A machine-learning algorithm's analysis of brain MRI exams has revealed the presence of neurobiological links between dementia and psychosis, according to research published online August 3 in JAMA Psychiatry.
After training a machine-learning model to distinguish between healthy controls and patients with severe psychosis disorders or dementia, a multinational research group led by Dr. Nikolaos Koutsouleris of Ludwig Maximilian University in Munich, Germany, identified specific overlaps between the macroscopic brain "signatures" on MRI for schizophrenia and behavioral-variant frontotemporal dementia (bvFTD).
"These overlaps mediated aspects of the clinical-behavioral heterogeneity of both conditions, i.e., a negative avolitional syndrome in the former, and a potentially neuroinflammation-associated phenotype involving neurocognitive dysfunction in the latter," the authors wrote. "We found that the presence of bvFTD and schizophrenia patterns in patients with psychosis risk syndromes predicted impaired functional recovery."

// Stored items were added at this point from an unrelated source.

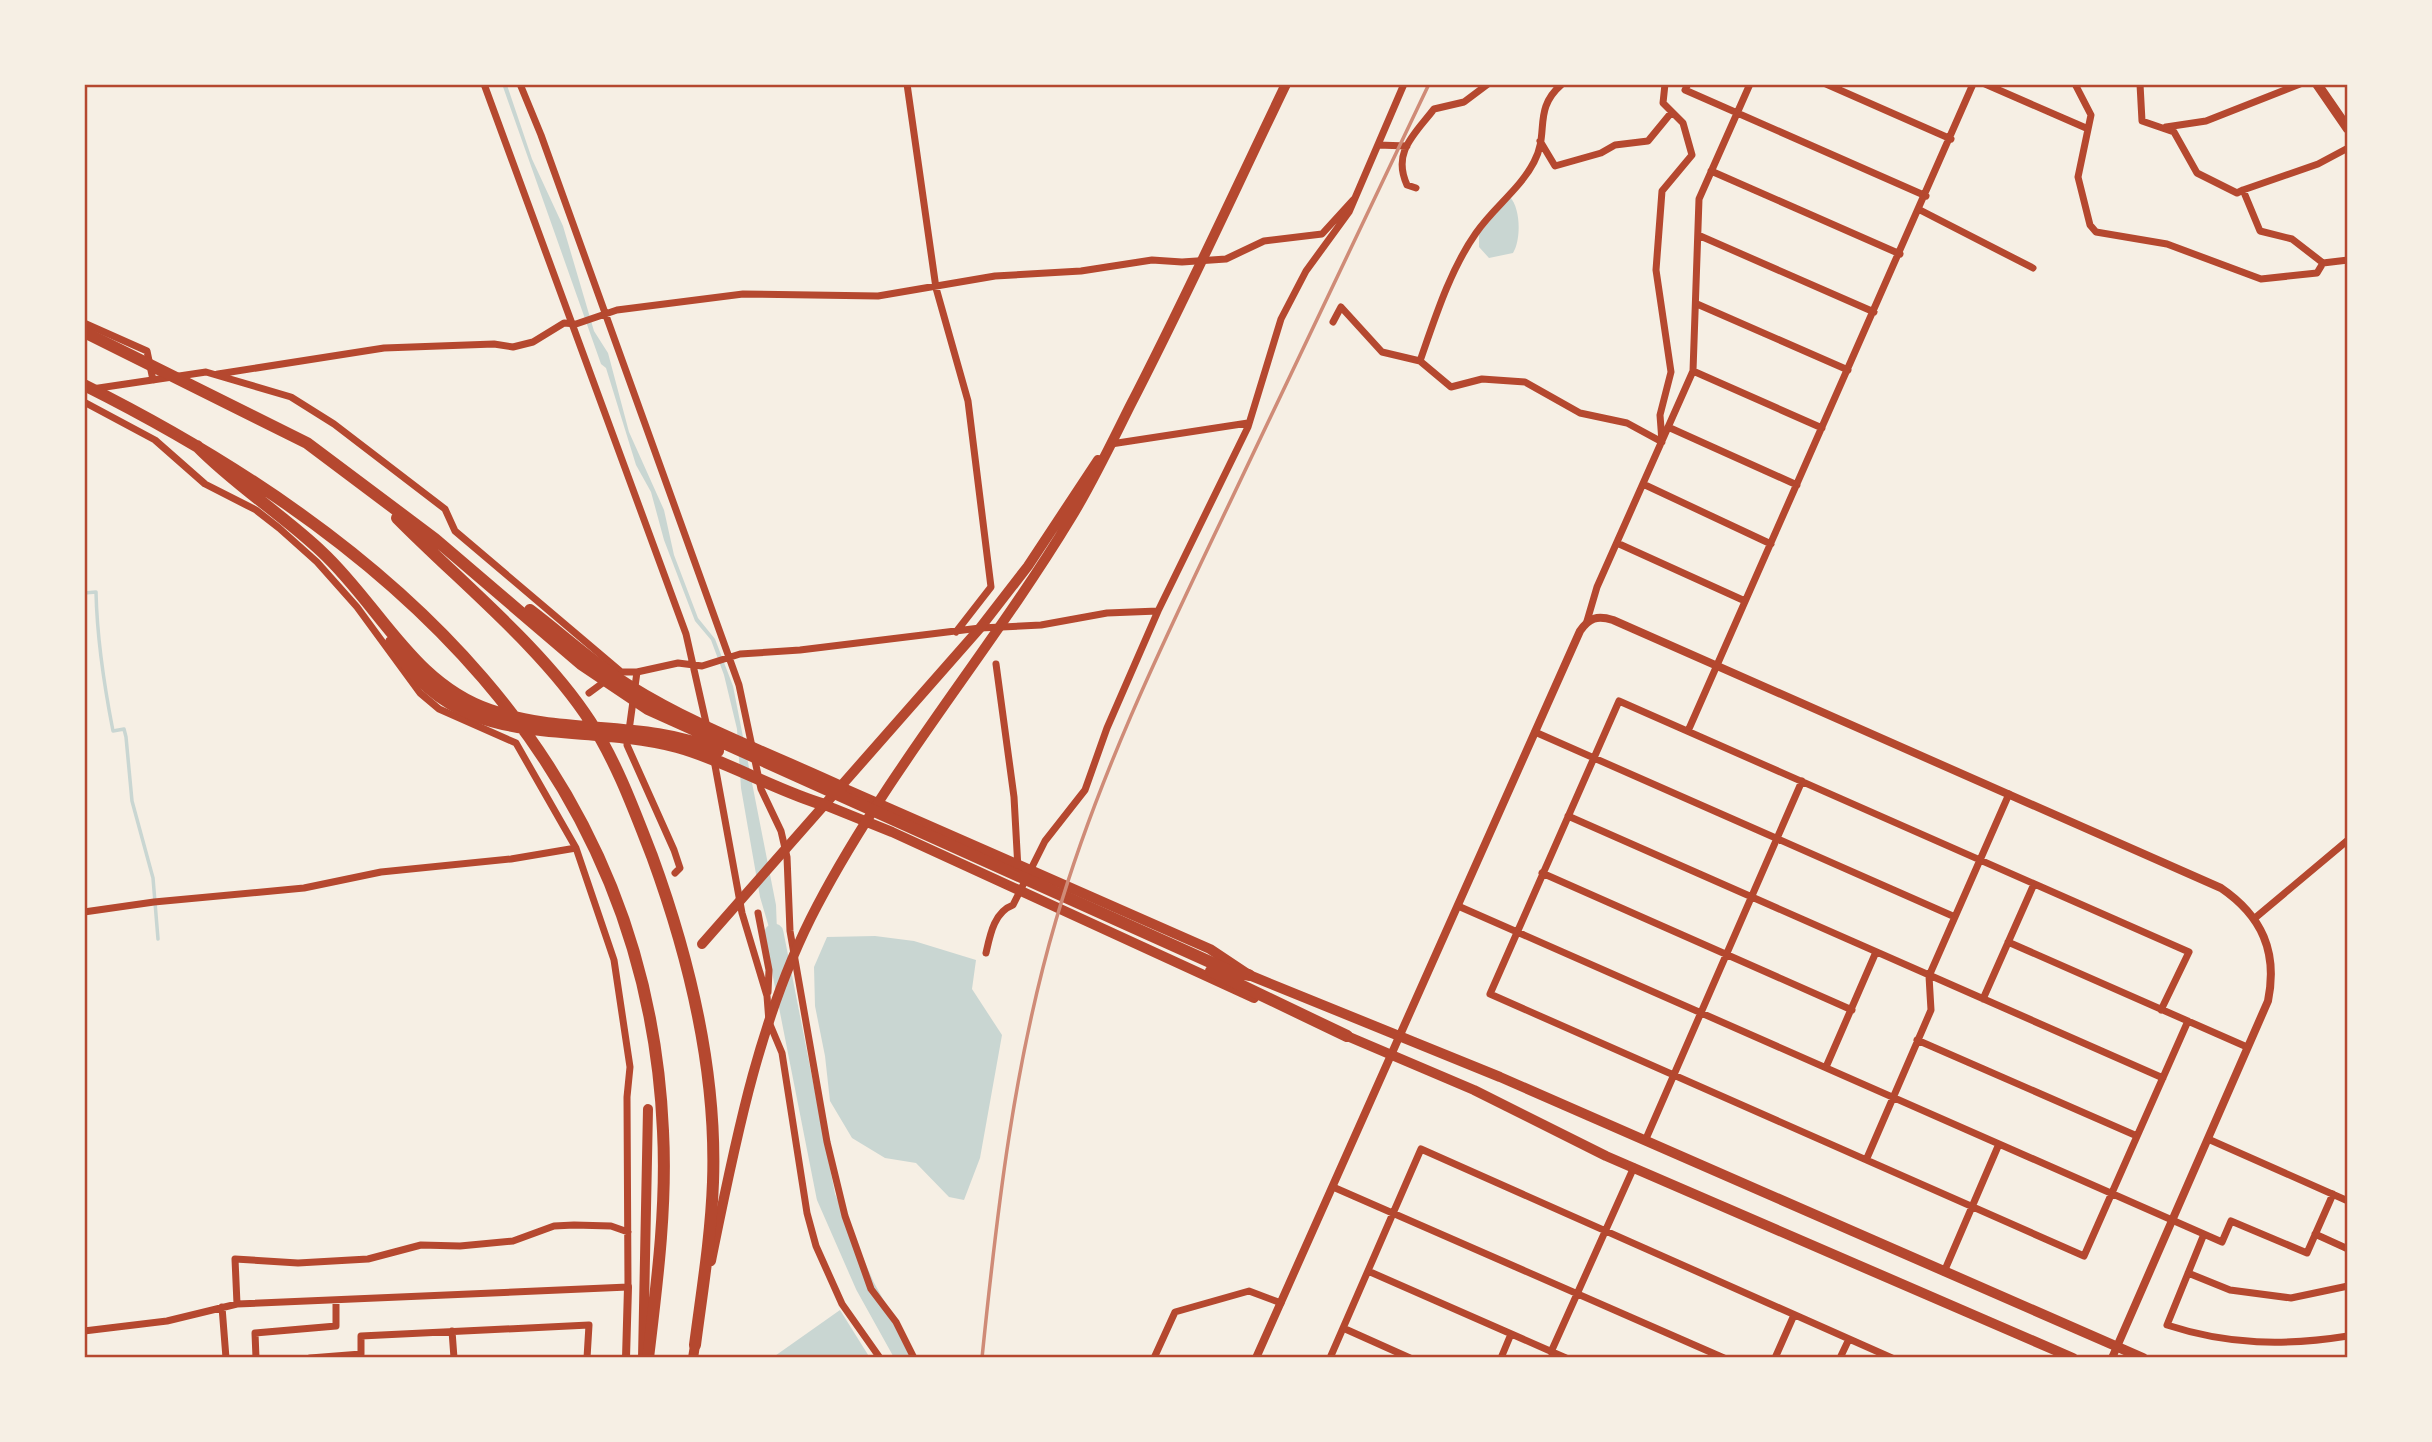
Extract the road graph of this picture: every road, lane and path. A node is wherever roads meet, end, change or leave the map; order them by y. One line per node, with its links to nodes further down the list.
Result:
1 (484, 84): 46 (street)
2 (520, 84): 43 (street)
3 (907, 84): 40 (street)
4 (1286, 84): 37 (main road)
5 (1404, 84): 25 (street)
6 (1488, 84): 26 (street)
7 (1562, 84): 24 (street)
8 (1665, 84): 18 (street)
9 (1688, 84): 19 (street)
10 (1750, 84): 19 (street)
11 (1826, 84): 23 (street)
12 (1973, 84): 23 (street)
13 (1985, 84): 21 (street)
14 (2075, 84): 21 (street)
15 (2140, 84): 20 (street)
16 (2300, 84): 20 (street)
17 (2317, 84): 22 (main road)
18 (1671, 113): 24 (street); 58 (street)
19 (1737, 113): 28 (street); 31 (street)
20 (2166, 127): 30 (street)
21 (2086, 128): 38 (street)
22 (2348, 129)
23 (1951, 139): 31 (street)
24 (1540, 140): 48 (street)
25 (1378, 145): 26 (street); 32 (street)
26 (1407, 146): 29 (street)
27 (2348, 148): 30 (street)
28 (1711, 171): 34 (street); 35 (street)
29 (1416, 188)
30 (2243, 190): 38 (street)
31 (1926, 196): 33 (street)
32 (1353, 200): 37 (street); 55 (street)
33 (1920, 210): 35 (street); 39 (street)
34 (1698, 235): 41 (street); 42 (street)
35 (1900, 254): 42 (street)
36 (2348, 260): 38 (street)
37 (1201, 261): 40 (street); 59 (main road)
38 (2323, 263)
39 (2033, 268)
40 (936, 288): 43 (street); 73 (street)
41 (1697, 304): 49 (street); 50 (street)
42 (1874, 312): 49 (street)
43 (603, 314): 46 (street); 74 (street)
44 (1333, 322): 48 (street)
45 (84, 323): 52 (street)
46 (575, 324): 51 (street); 76 (street)
47 (84, 332): 62 (highway)
48 (1420, 361): 58 (street)
49 (1848, 370): 57 (street)
50 (1693, 371): 56 (street); 57 (street)
51 (218, 374): 52 (street); 78 (street)
52 (153, 380): 53 (street)
53 (84, 388): 60 (highway)
54 (84, 402): 93 (street)
55 (1248, 423): 59 (street); 69 (street)
56 (1668, 427): 58 (street); 63 (street)
57 (1822, 428): 63 (street)
58 (1661, 442): 61 (street)
59 (1111, 444): 71 (main road); 72 (main road)
60 (197, 446): 68 (highway); 174 (highway)
61 (1643, 484): 64 (street); 65 (street)
62 (365, 485): 66 (highway); 165 (highway)
63 (1797, 485): 65 (street)
64 (1616, 543): 67 (street); 70 (street)
65 (1771, 544): 67 (street)
66 (464, 563): 85 (highway); 101 (highway)
67 (1745, 601): 77 (street)
68 (376, 610): 87 (highway); 101 (highway)
69 (1158, 611): 71 (street); 97 (street)
70 (1587, 621): 77 (street); 82 (street)
71 (1000, 626): 72 (street); 88 (main road)
72 (980, 628): 73 (street); 85 (main road)
73 (956, 632): 74 (street)
74 (728, 658): 76 (street); 176 (street)
75 (996, 664): 97 (street)
76 (693, 666): 79 (street); 114 (street)
77 (1717, 666): 81 (street); 86 (street)
78 (620, 671): 79 (street); 80 (street)
79 (637, 672): 95 (street)
80 (589, 693)
81 (1688, 731): 83 (street); 84 (street)
82 (1535, 732): 83 (street); 100 (street)
83 (1593, 758): 89 (street); 91 (street)
84 (1802, 781): 91 (street); 94 (street)
85 (841, 787): 87 (main road); 88 (main road)
86 (2009, 794): 94 (street); 105 (street)
87 (825, 805): 90 (main road); 108 (main road)
88 (876, 805): 90 (main road); 101 (main road)
89 (1568, 816): 96 (street); 99 (street)
90 (866, 822): 101 (main road); 165 (main road)
91 (1777, 839): 99 (street); 104 (street)
92 (2348, 840): 105 (street)
93 (576, 848): 102 (street); 144 (street)
94 (1980, 860): 98 (street); 104 (street)
95 (675, 873)
96 (1542, 873): 106 (street); 111 (street)
97 (1024, 882): 110 (street)
98 (2034, 884): 107 (street); 117 (street)
99 (1751, 898): 109 (street); 111 (street)
100 (1458, 906): 106 (street); 121 (street)
101 (1087, 909): 112 (highway); 120 (highway)
102 (84, 912)
103 (758, 913): 114 (street)
104 (1955, 918): 113 (street)
105 (2255, 918): 123 (street)
106 (1517, 931): 118 (street); 126 (street)
107 (2008, 942): 115 (street); 117 (street)
108 (702, 944)
109 (1876, 952): 113 (street); 116 (street)
110 (986, 953)
111 (1727, 955): 116 (street); 118 (street)
112 (1249, 975): 121 (main road)
113 (1929, 976): 115 (street); 122 (street)
114 (767, 996): 175 (street)
115 (1983, 999): 127 (street)
116 (1852, 1010): 125 (street)
117 (2161, 1010): 119 (street)
118 (1701, 1013): 125 (street); 126 (street)
119 (2188, 1021): 123 (street); 127 (street)
120 (1347, 1036): 124 (main road)
121 (1401, 1038): 124 (street); 132 (main road)
122 (1917, 1040): 128 (street); 130 (street)
123 (2248, 1048): 131 (street)
124 (1393, 1056): 135 (main road); 136 (street)
125 (1826, 1067): 128 (street)
126 (1674, 1075): 132 (street); 134 (street)
127 (2163, 1078): 130 (street)
128 (1892, 1097): 133 (street); 134 (street)
129 (648, 1109): 174 (main road)
130 (2137, 1136): 137 (street)
131 (2208, 1139): 138 (street); 142 (street)
132 (1645, 1141): 149 (main road)
133 (1999, 1144): 137 (street); 140 (street)
134 (1867, 1158): 140 (street)
135 (1634, 1167): 143 (street); 187 (main road)
136 (1333, 1187): 141 (street); 155 (street)
137 (2112, 1194): 140 (street); 142 (street)
138 (2333, 1194): 139 (street); 146 (street)
139 (2348, 1201)
140 (1972, 1207): 149 (street)
141 (1393, 1214): 143 (street); 148 (street); 153 (street)
142 (2172, 1220): 145 (street); 167 (street)
143 (1604, 1231): 153 (street); 158 (street)
144 (628, 1232): 152 (street); 156 (street)
145 (2204, 1234): 146 (street); 150 (street)
146 (2315, 1234): 147 (street)
147 (2348, 1249)
148 (1368, 1271): 159 (street); 162 (street)
149 (1944, 1272): 167 (main road)
150 (2188, 1273): 151 (street); 163 (street)
151 (2348, 1286)
152 (628, 1287): 154 (street); 173 (street)
153 (1577, 1293): 166 (street); 183 (street)
154 (336, 1301): 156 (street); 169 (street)
155 (1281, 1303): 177 (street); 178 (street)
156 (237, 1304): 157 (street)
157 (222, 1307): 160 (street); 168 (street)
158 (1794, 1315): 164 (street); 184 (street)
159 (1343, 1328): 179 (street); 180 (street)
160 (84, 1331)
161 (452, 1331): 170 (street); 171 (street); 172 (street)
162 (1511, 1334): 166 (street); 181 (street)
163 (2348, 1336)
164 (1849, 1339): 185 (street); 186 (street)
165 (694, 1352)
166 (1551, 1352): 182 (street)
167 (2114, 1353): 188 (main road)
168 (226, 1358)
169 (256, 1358)
170 (310, 1358)
171 (454, 1358)
172 (587, 1358)
173 (626, 1358)
174 (645, 1358)
175 (880, 1358)
176 (914, 1358)
177 (1154, 1358)
178 (1256, 1358)
179 (1330, 1358)
180 (1410, 1358)
181 (1501, 1358)
182 (1566, 1358)
183 (1724, 1358)
184 (1775, 1358)
185 (1840, 1358)
186 (1892, 1358)
187 (2073, 1358)
188 (2143, 1358)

Although severe psychotic disorders and dementia have overlapping behavioral and cognitive symptoms, it's unknown if they actually alter the brain in the same ways. In addition, researchers have not yet explored the relevance of any shared brain changes for patients in at-risk disease stages, according to the authors.
In an attempt to determine if psychosis and dementia share brain-behavioral alterations, the researchers gathered patient data from 1,870 individuals collected from January 1996 to July 2019 and analyzed between April 2020 and April 2022. Of the patients included in the study, 157 had schizophrenia, 108 had bvFTD, 102 had major depression, 96 had mild cognitive impairment or early-stage Alzheimer's disease, and 44 had established Alzheimer's disease. There were also 1,042 healthy controls.
The researchers then used machine-learning algorithms to distinguish between these patient cohorts by analyzing gray-matter volume maps on T1-weighted structural MRI exams. After deriving and comparing diagnostic patterns for these disorders, they then utilized another algorithm to assess the prognostic relevance and progression of these diagnostic patterns in 160 patients with clinical high risk for psychosis and 161 patients with recent-onset depression, comparing baseline MRI exams to an MRI exam conducted one year later.
The researchers found that the diagnostic pattern for bvFTD -- reductions in prefrontal, insular, and limbic volume -- was expressed in 65 (41.2%) of the patients with schizophrenia. Meanwhile, the schizophrenia diagnostic pattern was expressed in 92 (85.5%) of the patients with bvFTD.
"Our results support the reciprocity of brain signatures of early functional nonrecovery and neuropsychiatric illnesses," the authors wrote. "This reciprocity may point to a common final pathway of prefrontal and salience system disruption on which diverse and potentially unrelated disease mechanisms converge."
In patients with bvFTD or schizophrenia, the diagnostic pattern's progression from a baseline MRI exam to an MRI exam conducted one year later was prognostic for distinguishing between those patients who had lasting recovery compared with those who did not demonstrate recovery.
"Finally, our study revealed that young patients with poor functional outcomes overexpressed these brain patterns over time, in line with Kraepelin's concept of dementia praecox as a progressive frontotemporal disorder," the authors wrote. "Further studies into molecular disease pathways are needed to clarify how different pathophysiological processes project on overlapping neural alterations in bvFTD and schizophrenia-spectrum disorders."